Le Petit Béret a mis au point une boisson à base de raisin sans alcool ni sulfite, vegan et hallal et présentant un taux de sucre inférieur à ses concurrents sur le marché. Elle souhaite désormais consolider sa présence en France avant de conquérir le marché nord-américain puis asiatique.

La boisson a la couleur du vin, autant d’alcool qu’un jus de fruit mais un taux de sucre bien moins élevé que n’importe quel soda. Le Petit Béret est “une boisson à 0,00% d’alcool, sans fermentation alcoolisée qui laisserait des traces résiduelles d’alcool, vegan, hallal, sans sulfite et très peu sucrée“, précise le cofondateur de la FoodTech éponyme, Fathi Benni. Pas question donc de parler de vin sans alcool, puisque “en-dessous de 9% d’alcool, une boisson ne peut être considérée comme du vin“. Innovant, le produit a nécessité cinq ans de recherche et bénéficie de l’expertise de Dominique Laporte, Meilleur ouvrier de France en sommellerie.

Car c’est une technique bien spéciale, dont les détails sont gardés secrets, qui a permis au Petit Béret de voir le jour : la boisson est élaborée à partir de différents cépages mais le vin est transformé sans qu’intervienne un processus de vinification. La startup est également capable de maintenir un taux de sucre plus bas que ces concurrents non alcoolisés (entre un et trois grammes de sucre par verre pour Le Petit Béret) et d’éradiquer toute trace de pesticide de son produit final, même si les raisins qui entrent dans le processus de fabrication ont été traités auparavant.

 Nous avons créé un nouveau produit
mais aussi une nouvelle branche dans le marché du raisin,
un segment annexe au vin et au jus de raisin 

Fathi Benni, cofondateur du Petit Béret

Nous travaillons avec tous types de cépages et nos boissons ont différents profils arômatiques“, explique-t-il encore. Comme un vin classique, Le Petit Béret se décline en différentes appellations de blancs, rosés ou rouges… et même du pétillant ! L’entrepreneur estime donc “participer au mieux vivre ensemble” en permettant à des populations qui ne peuvent pas boire d’alcool – comme les femmes enceintes ou les personnes de confession musulmane – de profiter à l’apéritif ou pour accompagner de grands plats d’autre chose que d’un soda ou d’un jus classique.

Verre 2

Sans avoir levé de fonds jusque-là, la jeune pousse créée en 2015 a déjà testé l’appétence des consommateurs pour son produit : depuis le début de la commercialisation du Petit Béret il y a huit mois, 150 000 bouteilles ont été vendues et aujourd’hui “une bouteille se vend toutes les trois minutes“, souligne Fathi Benni. Certaines des plus belles tables de France ont mis la boisson à leur carte et la startup compte bien conquérir progressivement la clientèle des palaces et restaurants étoilés.
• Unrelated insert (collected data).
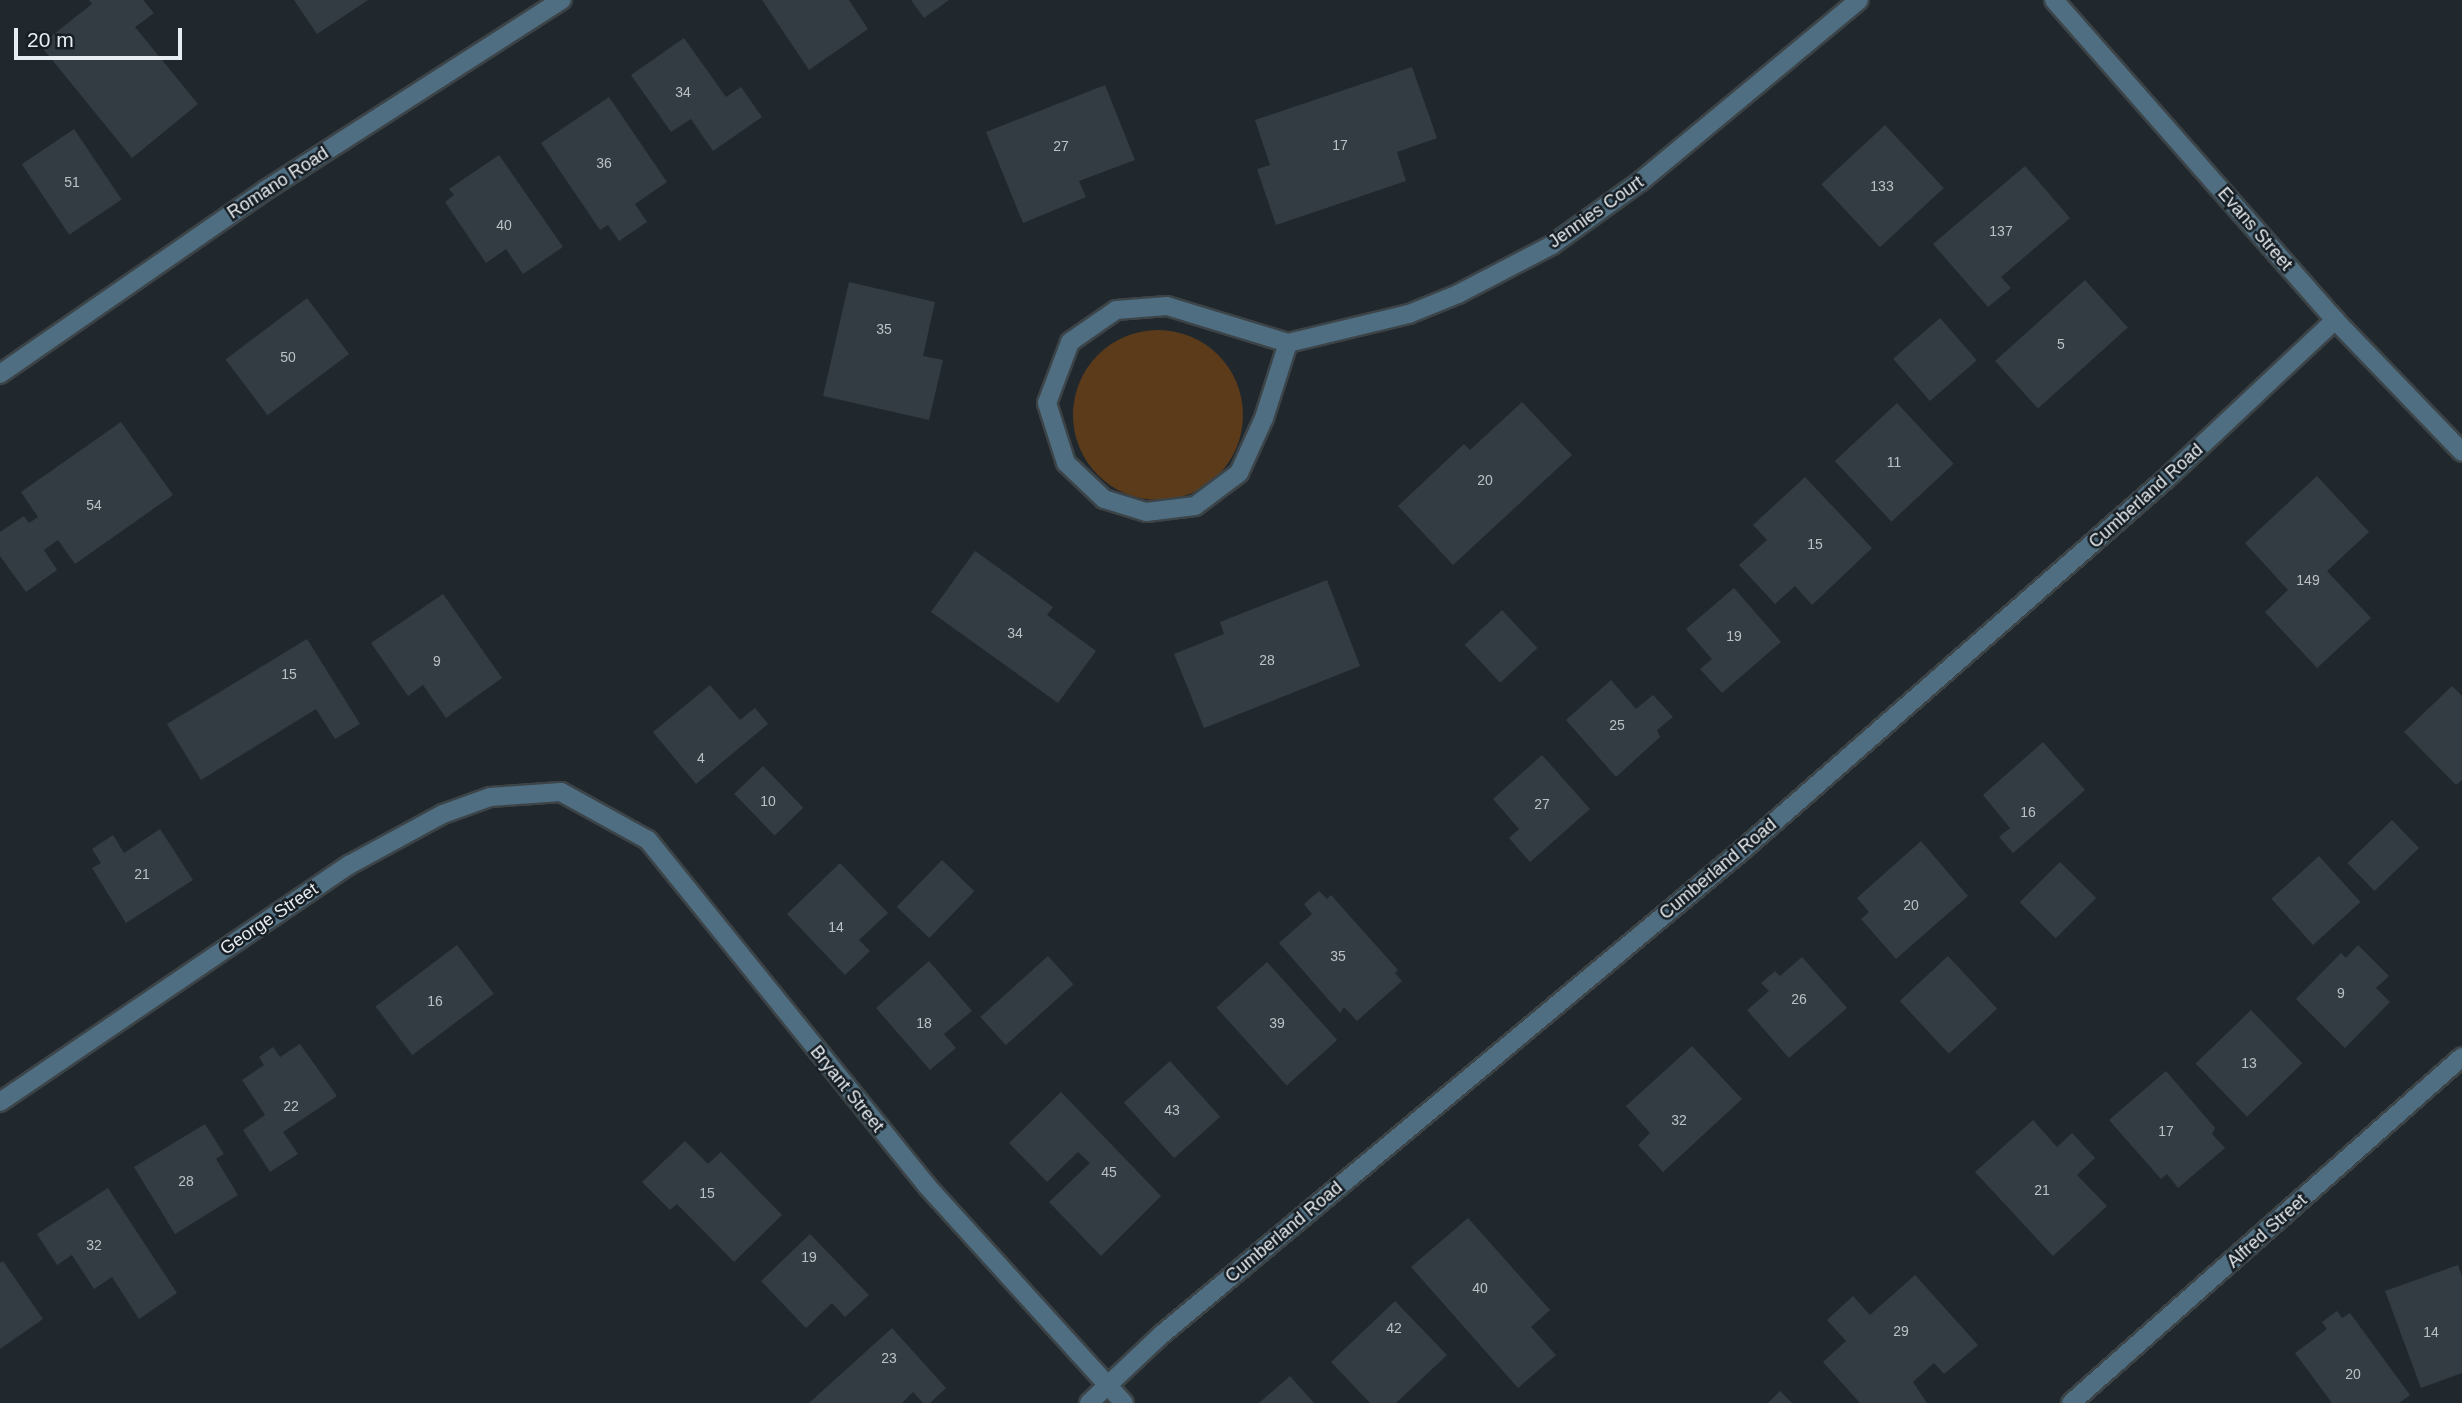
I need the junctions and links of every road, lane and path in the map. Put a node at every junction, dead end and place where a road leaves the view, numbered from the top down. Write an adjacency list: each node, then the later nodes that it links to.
1 (562, 0): 6 (street, Romano Road)
2 (1859, 0): 5 (street, Jennies Court)
3 (2054, 0): 4 (street, Evans Street)
4 (2335, 320): 7 (street, Evans Street); 11 (street, Cumberland Road)
5 (1288, 343): 5 (street)
6 (0, 374)
7 (2462, 452)
8 (561, 792): 10 (street, George Street); 11 (street, Bryant Street)
9 (2462, 1057): 14 (street, Alfred Street)
10 (0, 1102)
11 (1110, 1385): 12 (street, Cumberland Road); 13 (street, Bryant Street)
12 (1089, 1403)
13 (1124, 1403)
14 (2071, 1403)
Attaquer le marché international

Mais elle a aujourd’hui d’autres priorités. Elle vient de boucler un tour de table de 600 000 euros auprès d’InVivo, d’Angels for Food, du pôle de compétitivité Terralia, de bpifrance et du Crédit Agricole afin de financer sa croissance à l’international. Le Petit Béret compte surfer sur la tendance bien-être et healthy food pour conquérir l’Amérique du Nord. Avant de concrétiser ses ambitions en Asie et au Moyen-Orient.

Et la jeune pousse ne compte pas en rester là : elle souhaite également élargir son réseau de distributeurs, mettre en place une charte éco-responsable pour l’ensemble de ses producteurs et finaliser un nouveau produit sur lequel Fathi Benni reste pour l’instant très mystérieux.